Created By : Jatin Gogia
Reviewed By : Rajasekhar Valipishetty
Last Updated : Apr 06, 2023
HCF Calculator using the Euclid Division Algorithm helps you to find the Highest common factor (HCF) easily for 2957, 6111 i.e. 1 the largest integer that leaves a remainder zero for all numbers.
HCF of 2957, 6111 is 1 the largest number which exactly divides all the numbers i.e. where the remainder is zero. Let us get into the working of this example.
Consider we have numbers 2957, 6111 and we need to find the HCF of these numbers. To do so, we need to choose the largest integer first and then as per Euclid's Division Lemma a = bq + r where 0 ≤ r ≤ b
Highest common factor (HCF) of 2957, 6111 is 1.
HCF(2957, 6111) = 1
Highest common factor or Highest common divisor (hcd) can be calculated by Euclid's algotithm.
Highest common factor (HCF) of 2957, 6111 is 1.

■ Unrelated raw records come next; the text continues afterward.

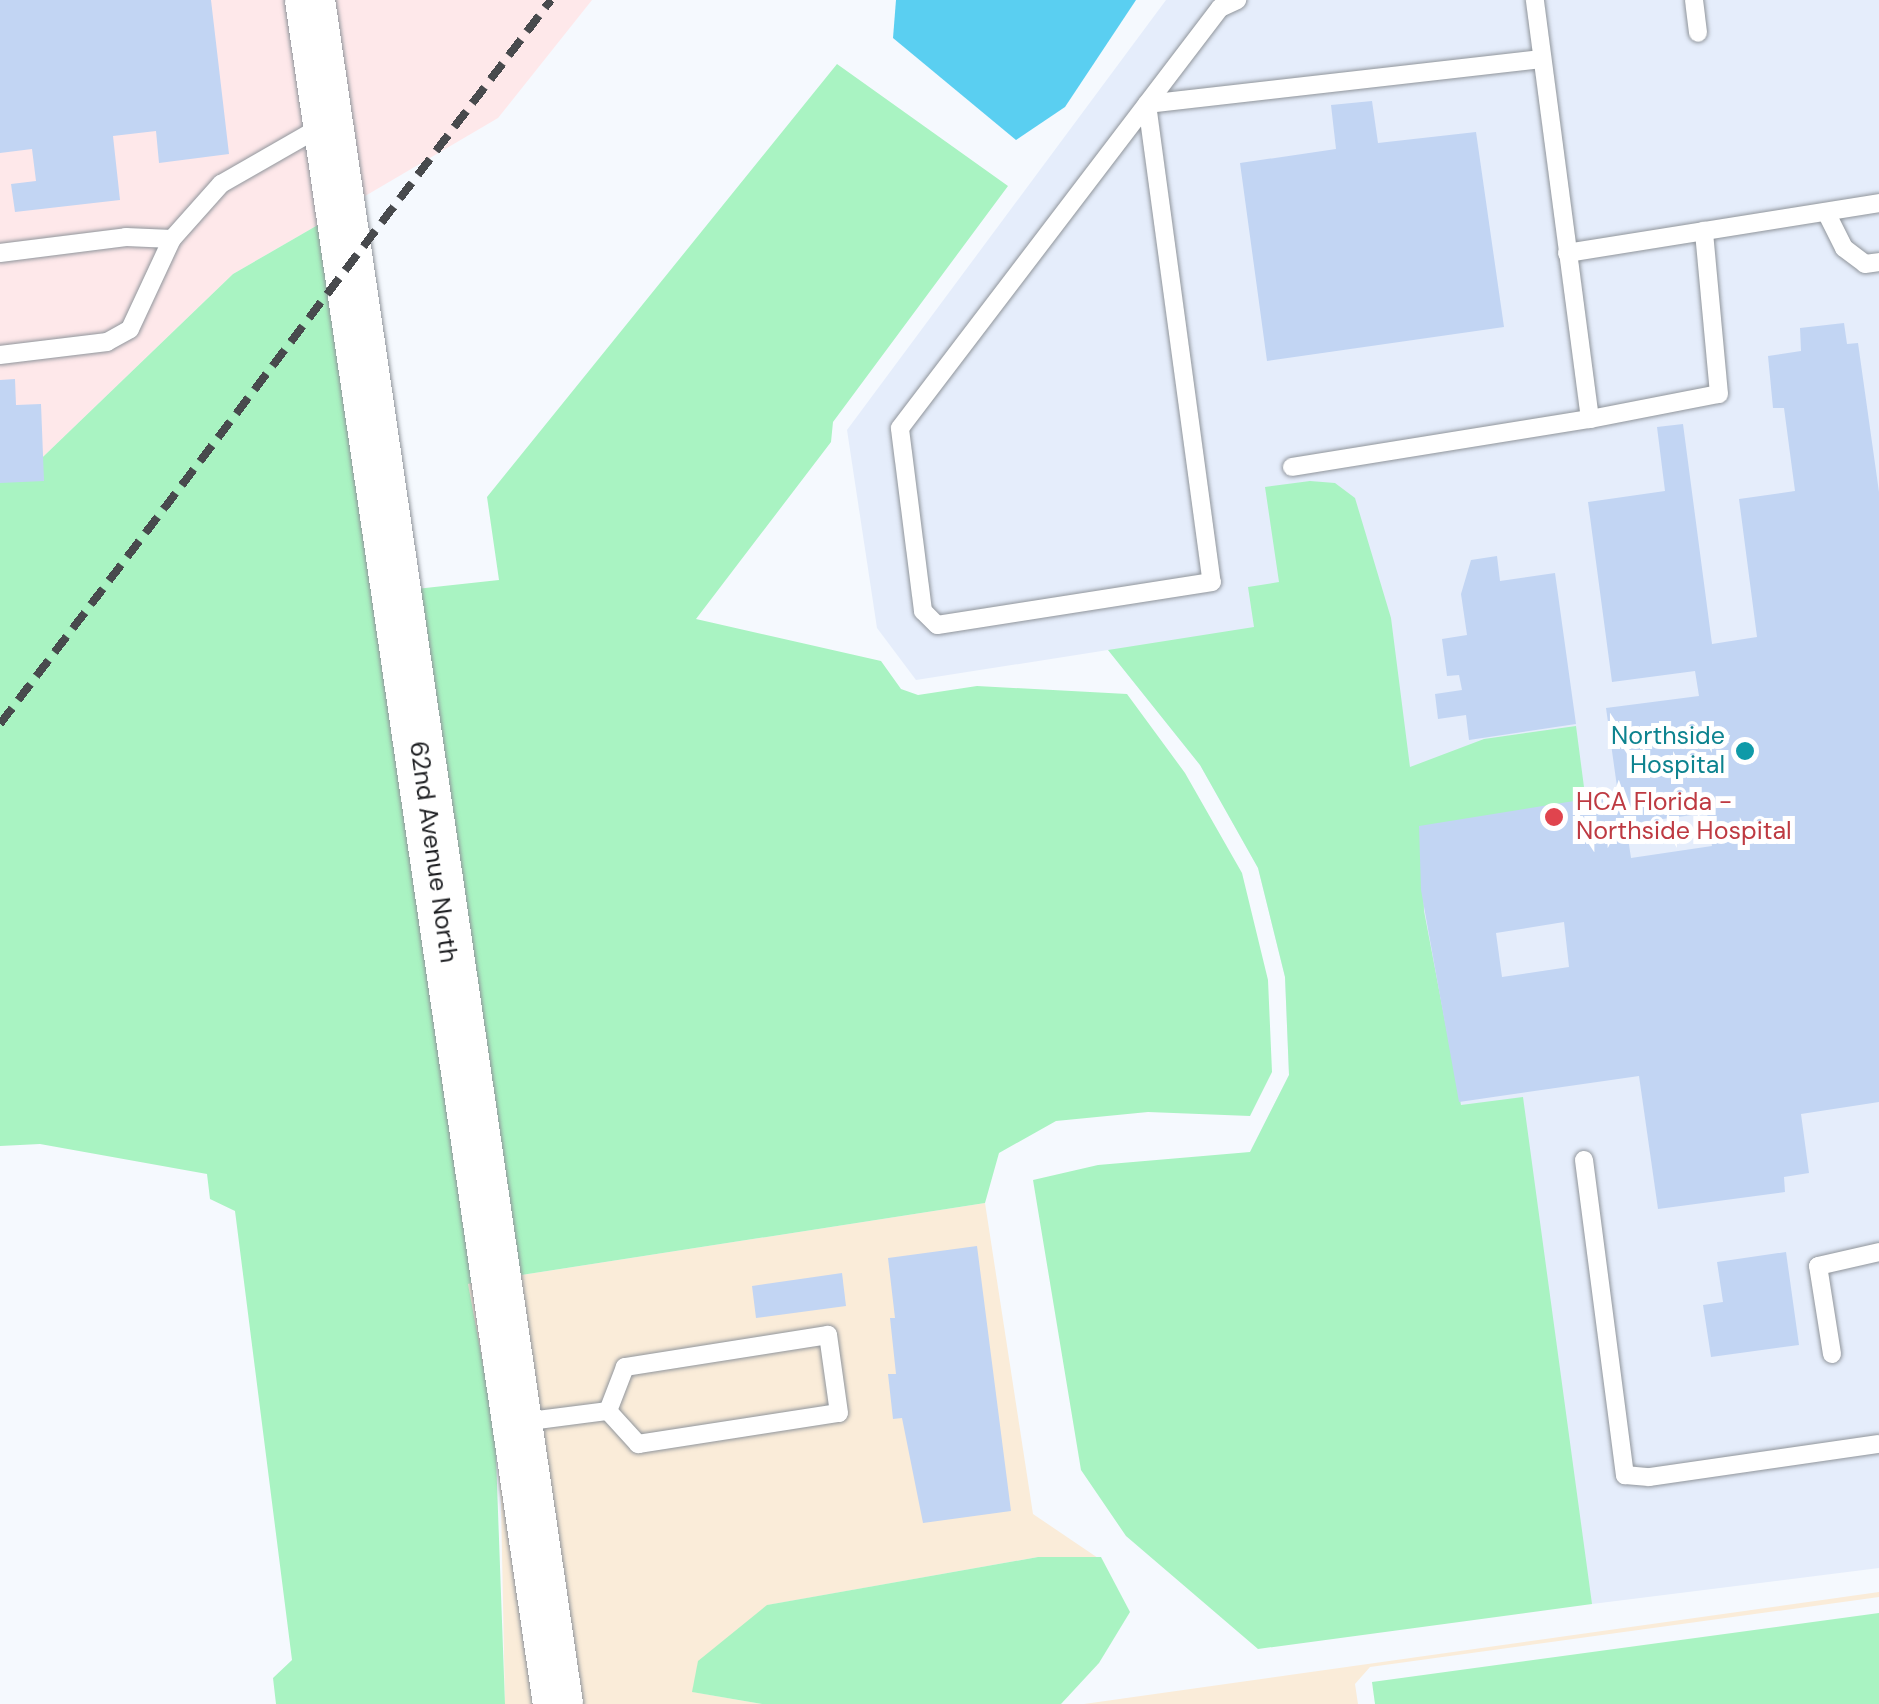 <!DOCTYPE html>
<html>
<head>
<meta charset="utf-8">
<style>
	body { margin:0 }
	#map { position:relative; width:1879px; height:1704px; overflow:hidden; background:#f5f9fe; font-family:"DM Sans",sans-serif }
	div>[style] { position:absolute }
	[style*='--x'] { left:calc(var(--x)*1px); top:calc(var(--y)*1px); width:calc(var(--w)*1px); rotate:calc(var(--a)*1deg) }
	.commercial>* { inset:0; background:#faecd9 }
	.industrial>* { inset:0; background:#fee8ea }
	.built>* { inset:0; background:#e5edfb }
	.green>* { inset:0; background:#a9f3c2 }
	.water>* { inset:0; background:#5acff1 }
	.building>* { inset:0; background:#c2d5f3 }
	.roads { filter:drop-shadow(0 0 2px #90959b) drop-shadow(0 0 2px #90959b) }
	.lane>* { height:18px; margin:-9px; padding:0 9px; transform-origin:9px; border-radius:9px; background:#fff }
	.secondary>* { height:50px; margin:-25px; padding:0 25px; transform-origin:25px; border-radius:25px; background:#fff }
	.rail>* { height:8px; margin-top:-4px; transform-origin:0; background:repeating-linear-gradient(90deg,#484a4d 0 20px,transparent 0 30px) }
	.dots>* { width:28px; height:28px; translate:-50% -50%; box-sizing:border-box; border:5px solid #fff; border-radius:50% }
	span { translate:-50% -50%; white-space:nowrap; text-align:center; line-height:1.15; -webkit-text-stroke:10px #fff; paint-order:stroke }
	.culture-label { font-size:25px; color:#0d838f }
	.right { translate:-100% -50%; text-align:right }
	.health-label { font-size:25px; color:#be3a42 }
	.left { translate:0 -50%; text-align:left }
	.street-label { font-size:25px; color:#1d1e21 }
</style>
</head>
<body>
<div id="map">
	<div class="commercial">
		<div style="clip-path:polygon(985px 1203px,1033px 1514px,1098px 1558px,1038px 1557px,768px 1605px,693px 1692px,762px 1704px,578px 1704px,515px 1276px)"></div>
		<div style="clip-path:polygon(475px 1282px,537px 1704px,505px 1704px,501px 1503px,495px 1429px,467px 1283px)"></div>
		<div style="clip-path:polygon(1879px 1592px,1879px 1597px,1370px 1667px,1355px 1684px,1358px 1704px,1084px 1704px)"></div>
	</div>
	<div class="industrial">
		<div style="clip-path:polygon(0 0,290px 0,323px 222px,233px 274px,20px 479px,0 481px)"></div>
		<div style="clip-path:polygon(330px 0,592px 0,498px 118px,360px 199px)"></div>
	</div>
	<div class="built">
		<div style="clip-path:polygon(1166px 0,1879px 0,1879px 1568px,1592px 1604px,1382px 1586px,1250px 1152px,1289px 1075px,1285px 977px,1258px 868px,1200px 765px,1108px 650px,916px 680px,877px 628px,847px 430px)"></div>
	</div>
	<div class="green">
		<div style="clip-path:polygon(837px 64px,1008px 186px,833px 422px,831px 442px,696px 619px,881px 661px,901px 689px,918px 695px,977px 686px,1127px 694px,1185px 773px,1242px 873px,1268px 980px,1272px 1072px,1250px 1116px,1148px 1112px,1056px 1121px,999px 1153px,985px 1203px,515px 1276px,416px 589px,499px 580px,487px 497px)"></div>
		<div style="clip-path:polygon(323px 222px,475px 1282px,468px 1284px,495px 1429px,505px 1704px,276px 1704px,273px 1678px,292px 1660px,235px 1211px,210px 1199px,207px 1174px,40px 1144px,0 1146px,0 481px,20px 479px,233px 274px)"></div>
		<div style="clip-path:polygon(1310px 481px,1335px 483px,1355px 498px,1391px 618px,1410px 767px,1484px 739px,1576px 726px,1587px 810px,1422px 835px,1424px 911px,1461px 1105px,1523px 1097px,1592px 1604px,1258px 1649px,1126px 1536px,1081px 1470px,1033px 1180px,1098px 1165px,1250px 1152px,1289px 1075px,1285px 977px,1258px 868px,1200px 765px,1108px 650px,1254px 627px,1248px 587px,1279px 582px,1265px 487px)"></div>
		<div style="clip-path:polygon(1038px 1557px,1101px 1557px,1130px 1612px,1099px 1663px,1061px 1704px,762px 1704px,692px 1692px,698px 1661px,767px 1605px)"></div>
		<div style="clip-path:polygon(1879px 1613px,1879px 1704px,1375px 1704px,1372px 1682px)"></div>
	</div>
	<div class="water">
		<div style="clip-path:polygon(896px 0,1136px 0,1065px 107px,1016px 140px,893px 38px)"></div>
	</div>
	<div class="building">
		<div style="clip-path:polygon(0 0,211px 0,229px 154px,159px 163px,156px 131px,113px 136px,120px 200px,15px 212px,11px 184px,36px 181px,32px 149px,0 153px)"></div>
		<div style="clip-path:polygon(1372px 101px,1378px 143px,1476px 132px,1504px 327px,1267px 361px,1240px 163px,1336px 149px,1331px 105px)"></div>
		<div style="clip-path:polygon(evenodd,1844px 323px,1847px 344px,1858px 343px,1879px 492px,1879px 1102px,1801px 1114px,1809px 1173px,1784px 1177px,1785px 1192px,1658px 1209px,1639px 1076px,1459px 1102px,1421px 890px,1419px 826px,1618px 794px,1606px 708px,1699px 696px,1695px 671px,1612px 682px,1588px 502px,1665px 491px,1657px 427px,1683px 424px,1712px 644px,1757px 637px,1739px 499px,1795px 491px,1784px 408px,1773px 408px,1768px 356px,1801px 351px,1800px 328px,1844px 323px,1707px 813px,1712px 846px,1631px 858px,1626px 824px,1707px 813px,1844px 323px,1564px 922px,1569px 967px,1502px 977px,1496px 933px,1564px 922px)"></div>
		<div style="clip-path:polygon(15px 379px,16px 405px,41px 404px,44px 481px,0 483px,0 380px)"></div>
		<div style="clip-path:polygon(1497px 556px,1500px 581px,1555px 573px,1576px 724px,1469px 740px,1466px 715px,1438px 719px,1435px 694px,1462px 690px,1459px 675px,1447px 676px,1442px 639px,1467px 635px,1461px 594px,1471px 560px)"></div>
		<div style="clip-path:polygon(977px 1246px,1011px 1511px,923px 1523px,902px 1418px,893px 1419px,888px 1374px,896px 1374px,890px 1318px,895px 1318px,888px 1258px)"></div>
		<div style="clip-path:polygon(1786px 1252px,1799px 1345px,1711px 1357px,1703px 1305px,1723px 1302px,1717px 1262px)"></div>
		<div style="clip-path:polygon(842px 1273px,846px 1306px,756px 1318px,752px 1286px)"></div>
	</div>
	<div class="roads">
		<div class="lane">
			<div style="--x:1694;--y:0;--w:33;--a:83"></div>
			<div style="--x:1147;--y:104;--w:482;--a:82.3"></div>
			<div style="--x:1212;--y:582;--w:278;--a:171.1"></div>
			<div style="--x:937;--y:625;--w:20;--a:-135"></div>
			<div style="--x:923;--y:611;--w:184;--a:-97.2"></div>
			<div style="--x:900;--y:428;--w:528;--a:-52.7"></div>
			<div style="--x:1220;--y:8;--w:19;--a:-25"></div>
			<div style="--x:1147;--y:104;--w:397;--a:-6.5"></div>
			<div style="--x:1826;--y:212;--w:40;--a:63.4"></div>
			<div style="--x:1844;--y:248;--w:26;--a:37"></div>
			<div style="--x:1865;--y:264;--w:14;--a:-8"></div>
			<div style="--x:0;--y:253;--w:127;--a:-7.2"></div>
			<div style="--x:126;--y:237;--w:46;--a:2.5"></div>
			<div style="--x:1567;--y:253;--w:316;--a:-9.1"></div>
			<div style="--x:0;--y:355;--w:108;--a:-6.9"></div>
			<div style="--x:107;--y:342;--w:26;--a:-29"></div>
			<div style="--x:130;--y:329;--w:99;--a:-65"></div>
			<div style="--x:172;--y:239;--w:74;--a:-48.3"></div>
			<div style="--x:221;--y:184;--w:119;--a:-29.8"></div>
			<div style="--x:1590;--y:419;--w:131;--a:-11"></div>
			<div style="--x:1719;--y:394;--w:164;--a:-95.3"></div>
			<div style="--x:1292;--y:467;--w:302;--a:-9.2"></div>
			<div style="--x:1590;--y:419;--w:423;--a:-97.5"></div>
			<div style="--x:1584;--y:1160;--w:318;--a:82.6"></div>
			<div style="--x:1625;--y:1475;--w:24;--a:5"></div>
			<div style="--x:1649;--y:1477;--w:232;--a:-8.2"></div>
			<div style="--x:1832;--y:1354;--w:89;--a:-99"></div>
			<div style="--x:1818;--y:1266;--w:63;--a:-12.9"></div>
			<div style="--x:522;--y:1422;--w:87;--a:-7.3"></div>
			<div style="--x:608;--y:1411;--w:45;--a:47.7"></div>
			<div style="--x:638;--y:1444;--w:203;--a:-8.8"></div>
			<div style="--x:839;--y:1413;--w:79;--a:-98"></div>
			<div style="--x:828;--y:1335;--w:206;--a:171"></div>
			<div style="--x:625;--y:1367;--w:47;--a:111.1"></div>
		</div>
		<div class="secondary">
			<div style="--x:310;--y:0;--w:1722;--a:81.72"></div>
		</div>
	</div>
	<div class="rail">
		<div style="--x:0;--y:724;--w:910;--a:-52.73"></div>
	</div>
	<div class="dots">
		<div style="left:1745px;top:751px;background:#0f9aa8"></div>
		<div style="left:1554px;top:817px;background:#e0444e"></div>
	</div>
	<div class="culture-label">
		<span class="right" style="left:1725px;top:751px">Northside<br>Hospital</span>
	</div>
	<div class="health-label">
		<span class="left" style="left:1576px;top:817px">HCA Florida -<br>Northside Hospital</span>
	</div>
	<div class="street-label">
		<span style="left:433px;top:852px;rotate:82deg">62nd Avenue North</span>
	</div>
</div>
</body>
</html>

Step 1: Since 6111 > 2957, we apply the division lemma to 6111 and 2957, to get
6111 = 2957 x 2 + 197
Step 2: Since the reminder 2957 ≠ 0, we apply division lemma to 197 and 2957, to get
2957 = 197 x 15 + 2
Step 3: We consider the new divisor 197 and the new remainder 2, and apply the division lemma to get
197 = 2 x 98 + 1
We consider the new divisor 2 and the new remainder 1, and apply the division lemma to get
2 = 1 x 2 + 0
The remainder has now become zero, so our procedure stops. Since the divisor at this stage is 1, the HCF of 2957 and 6111 is 1
Notice that 1 = HCF(2,1) = HCF(197,2) = HCF(2957,197) = HCF(6111,2957) .
Here are some samples of HCF using Euclid's Algorithm calculations.
1. What is the Euclid division algorithm?
Answer: Euclid's Division Algorithm is a technique to compute the Highest Common Factor (HCF) of given positive integers.
2. what is the HCF of 2957, 6111?
Answer: HCF of 2957, 6111 is 1 the largest number that divides all the numbers leaving a remainder zero.
3. How to find HCF of 2957, 6111 using Euclid's Algorithm?
Answer: For arbitrary numbers 2957, 6111 apply Euclid’s Division Lemma in succession until you obtain a remainder zero. HCF is the remainder in the last but one step.